She grimaced. “I saw it.”

“I don’t suppose the Navy gave us a heads-up before lobbing a cruise missile into our backyard?”

“According to SECDEF, the strike was handled on a need-to-know basis,” Meghan said. “Three guesses where we fall on that list.”

“Big surprise,” Tom said, sharing her frustration. “What’re the talking points this time?”

“I don’t think they know yet.”

From the main room behind Meghan, Tom heard the rising pitch of angry voices growing louder—and one of them was Diana. He bolted from his chair and moved toward the door. Meghan stepped out of his way and followed him as he hurried out to see what was going on.

Diana paced like a caged tigress, muttering vile curses under her breath while shooting fearful and angry glances at a TV screen showing images of the Tomahawk’s near miss of the Collier Foundation building. She was surrounded by several other agents, including Marco and both Jeds. J.B. held up his hands and tried to halt Diana’s anxious back-and-forth. “Diana, come on,” he said. “It might be a mistake.”
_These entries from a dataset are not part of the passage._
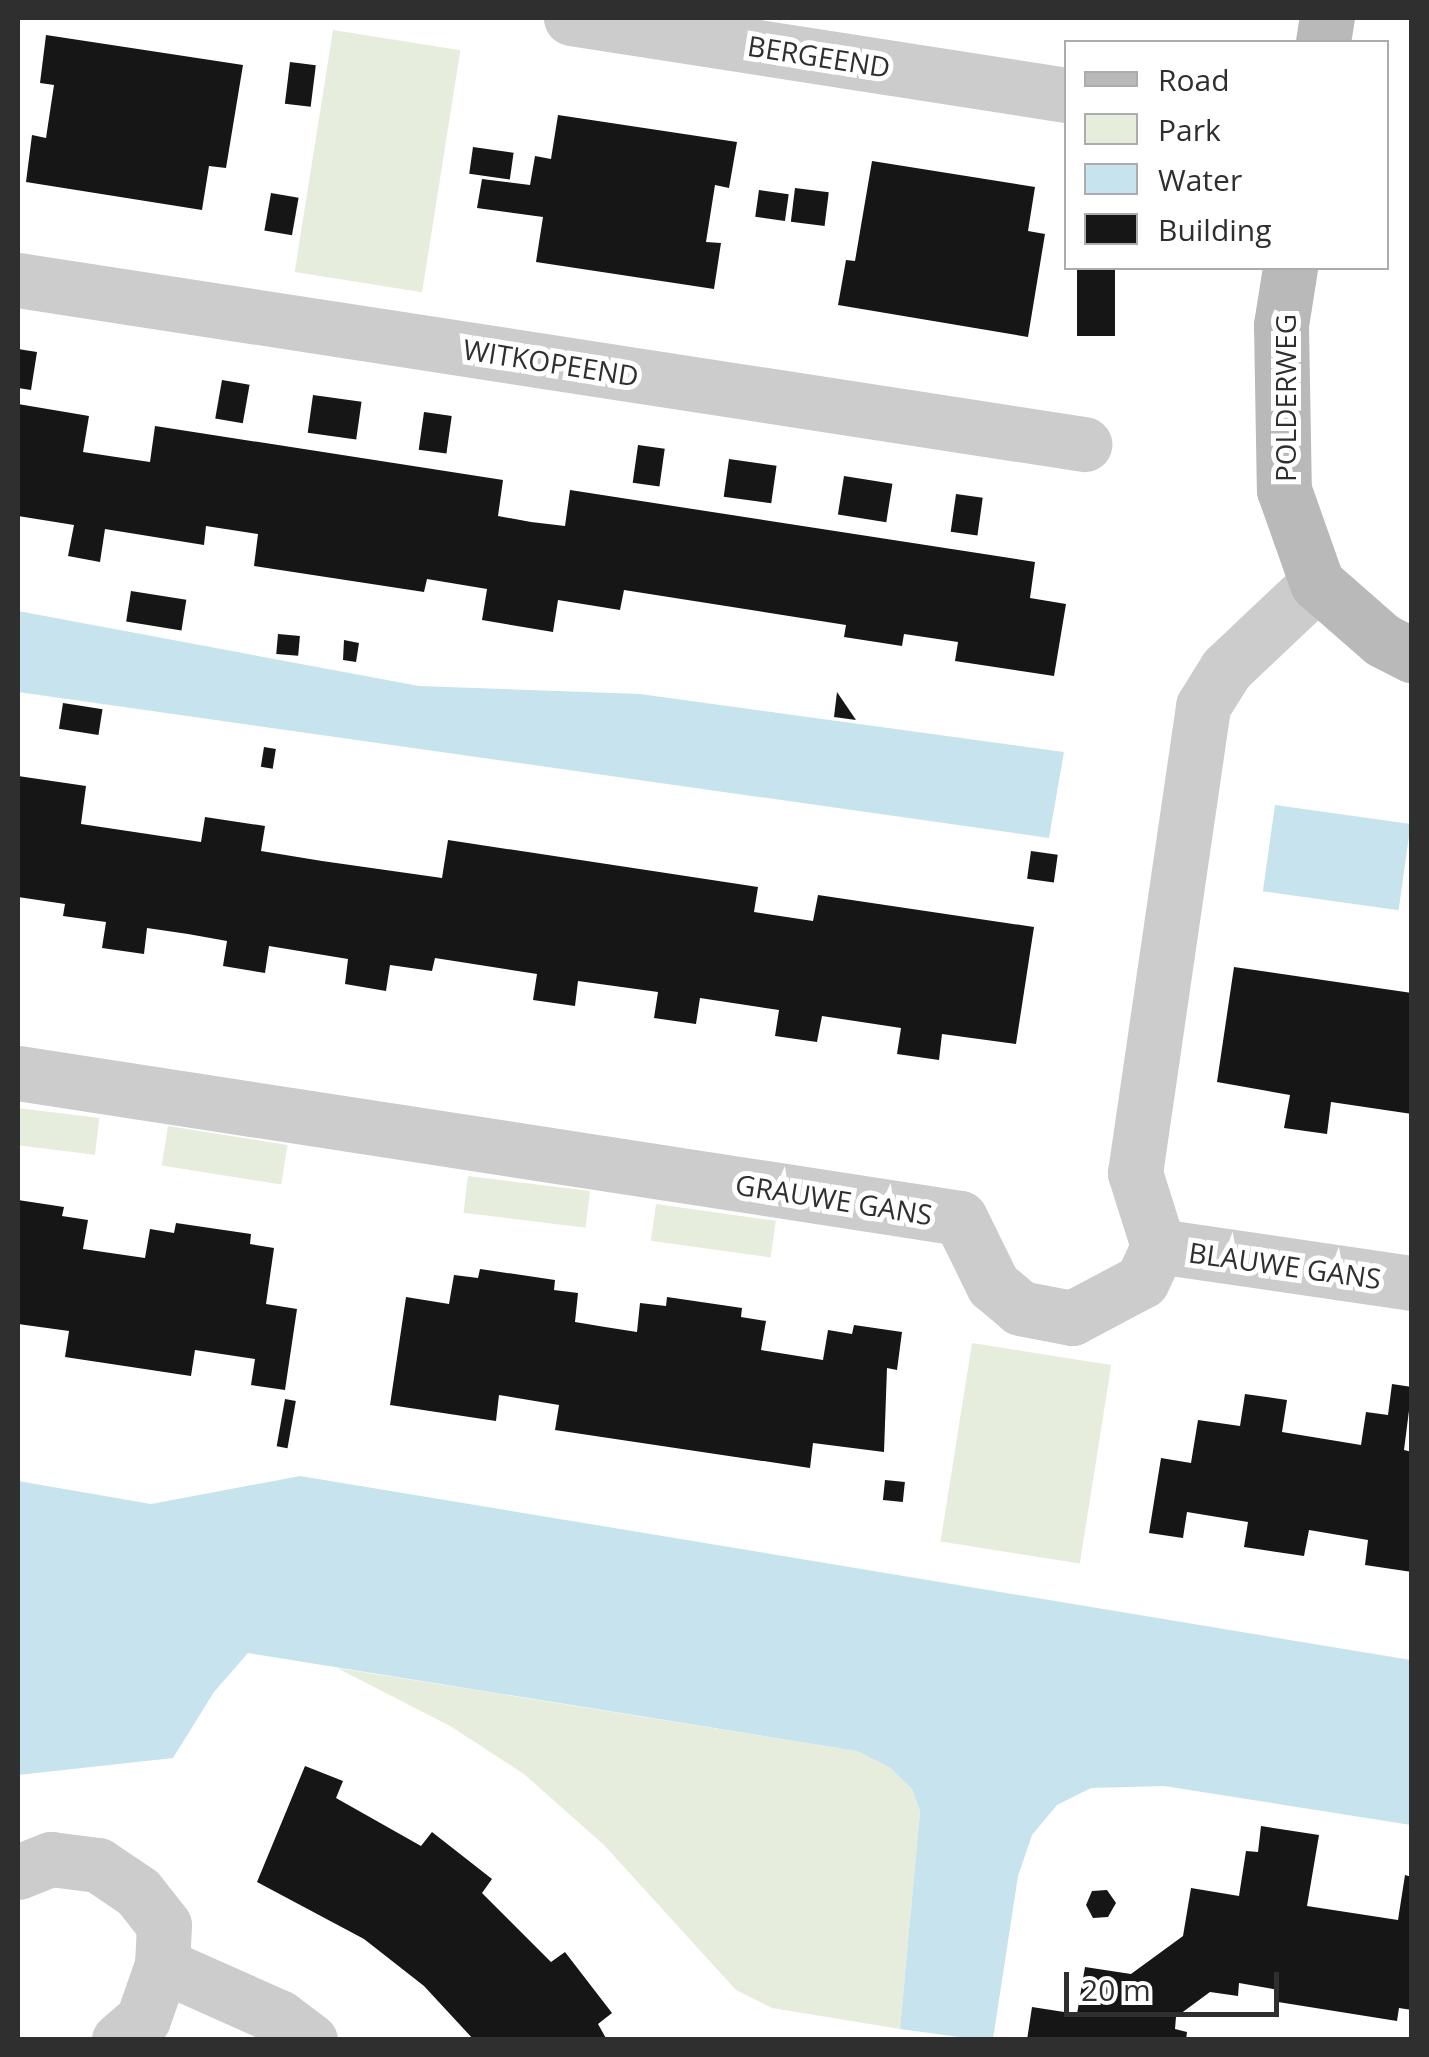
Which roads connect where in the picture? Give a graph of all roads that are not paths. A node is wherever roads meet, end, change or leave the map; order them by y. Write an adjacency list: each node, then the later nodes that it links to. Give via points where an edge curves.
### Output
1 (570, 18): 2 (street, BERGEEND)
2 (1064, 95)
3 (1290, 270): 6 (street, POLDERWEG, via 1280,360 1284,490)
4 (18, 280): 5 (street, WITKOPEEND)
5 (1084, 444)
6 (1317, 583): 7 (street, POLDERWEG, via 1382,640); 9 (street, via 1226,669 1203,706 1134,1173)
7 (1412, 655)
8 (18, 1073): 9 (street, GRAUWE GANS, via 960,1218 993,1285 1020,1308 1072,1318 1142,1281)
9 (1158, 1246): 10 (street, BLAUWE GANS)
10 (1412, 1283)
11 (18, 1872): 12 (street, via 51,1859 98,1865 138,1892 164,1925)
12 (162, 1965): 13 (street, via 143,2020); 14 (street, via 279,2017)
13 (119, 2040)
14 (310, 2040)

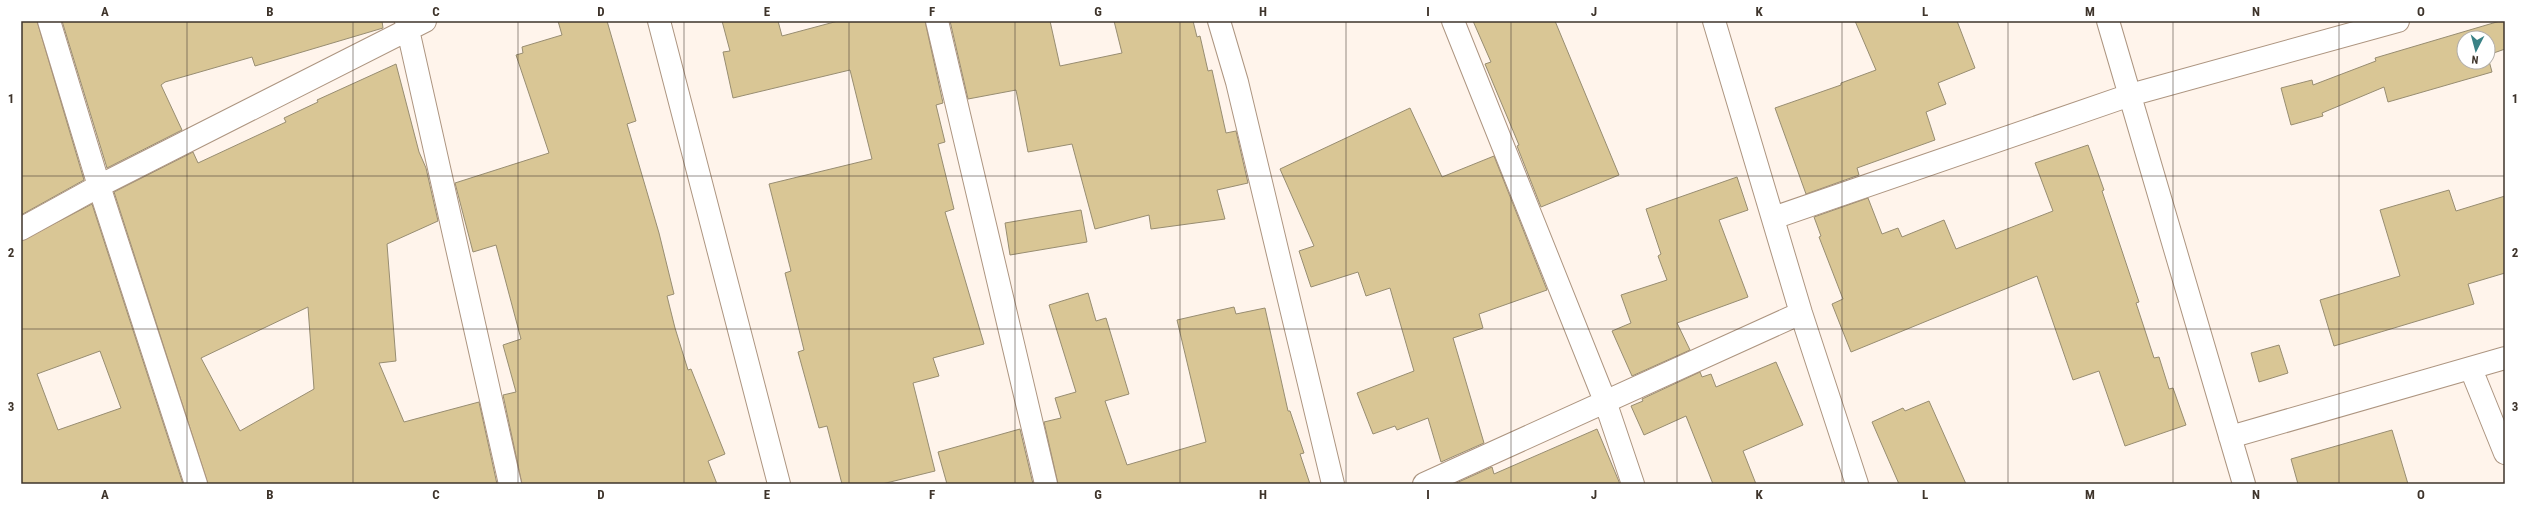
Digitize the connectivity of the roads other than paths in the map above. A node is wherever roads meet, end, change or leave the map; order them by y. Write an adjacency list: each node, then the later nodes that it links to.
1 (49, 21): 11 (street)
2 (659, 21): 22 (street)
3 (937, 21): 23 (street)
4 (1220, 21): 24 (street)
5 (1453, 21): 17 (street)
6 (1714, 21): 12 (street)
7 (2108, 21): 10 (street)
8 (2398, 21): 10 (street)
9 (413, 24): 11 (street); 21 (street)
10 (2130, 95): 12 (street); 18 (street)
11 (99, 186): 13 (street); 20 (street)
12 (1773, 218): 14 (street)
13 (21, 229)
14 (1801, 312): 17 (street); 27 (street)
15 (2505, 358): 16 (street)
16 (2471, 369): 18 (street); 19 (street)
17 (1605, 401): 25 (street); 26 (street)
18 (2230, 437): 28 (street)
19 (2505, 453)
20 (196, 484)
21 (510, 484)
22 (779, 484)
23 (1046, 484)
24 (1333, 484)
25 (1424, 484)
26 (1633, 484)
27 (1857, 484)
28 (2244, 484)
He recoiled as she snapped back, “DOD just confirmed the target! It was no
mistake
!”

“You gotta calm down,” J.B. said, putting a hand on Diana’s shoulder. She swatted away his attempt at consolation.

“Don’t tell me to calm down!” she screamed at him, her rage boiling over into tears. “Maia was in there! The Navy just shot a
fucking missile
at my kid!”

Tom stepped between Diana and J.B. before the man could say anything else to make the situation worse. “J.B., get lost,” Tom said. “And take your twin with you.” The two Jeds slunk away wearing glum expressions. Tom turned back to Diana, who hid her tear-reddened eyes under one hand and crossed her other arm over her chest. Keeping his hands to himself, Tom said softly, “He doesn’t have kids. He doesn’t get it.”

Her voice trembled with barely contained terror and rage. “They could’ve killed her, Tom. And Kyle, too.”

“I know,” Tom said, feeling his own fury rising.

Meghan approached Tom and Diana with visible caution. “Diana?” she said. “I have a call going through to Jordan’s people. Do you want me to try and get Maia on the line for you?” Diana nodded, apparently too overcome
with emotion to voice her response. Meghan tilted her head toward her office. “Come on. If we reach her, you can use my office.” Nodding again, Diana smiled sadly at Meghan, then touched Tom’s arm in a gesture of quiet gratitude. Then the two women stepped away, into the semiprivate confines of Meghan’s executive office.

Turning his attention to another live image of the burning oil slick on Puget Sound, Tom felt his jaw clench and his fists curl shut. He had been dreading this day ever since Jordan Collier had challenged the U.S. government by declaring a one-square-mile chunk of Seattle as sovereign territory under his authority and renaming it “Promise City.”

Marco sidled up to Tom and fixed his stare on the TV screen. “This is bad,” the young Theory Room director said, adjusting his thick-rimmed, black plastic eyeglasses.

Tom glanced at the shorter, slightly built man. In his tweed jacket, linen shirt, blue jeans, and flat-soled sneakers, Marco looked more like a graduate student than the professional intelligence analyst and scientific theorist that he was.

“It’s even worse than it looks,” Tom said.

Cocking one eyebrow, Marco asked, “How do you figure?”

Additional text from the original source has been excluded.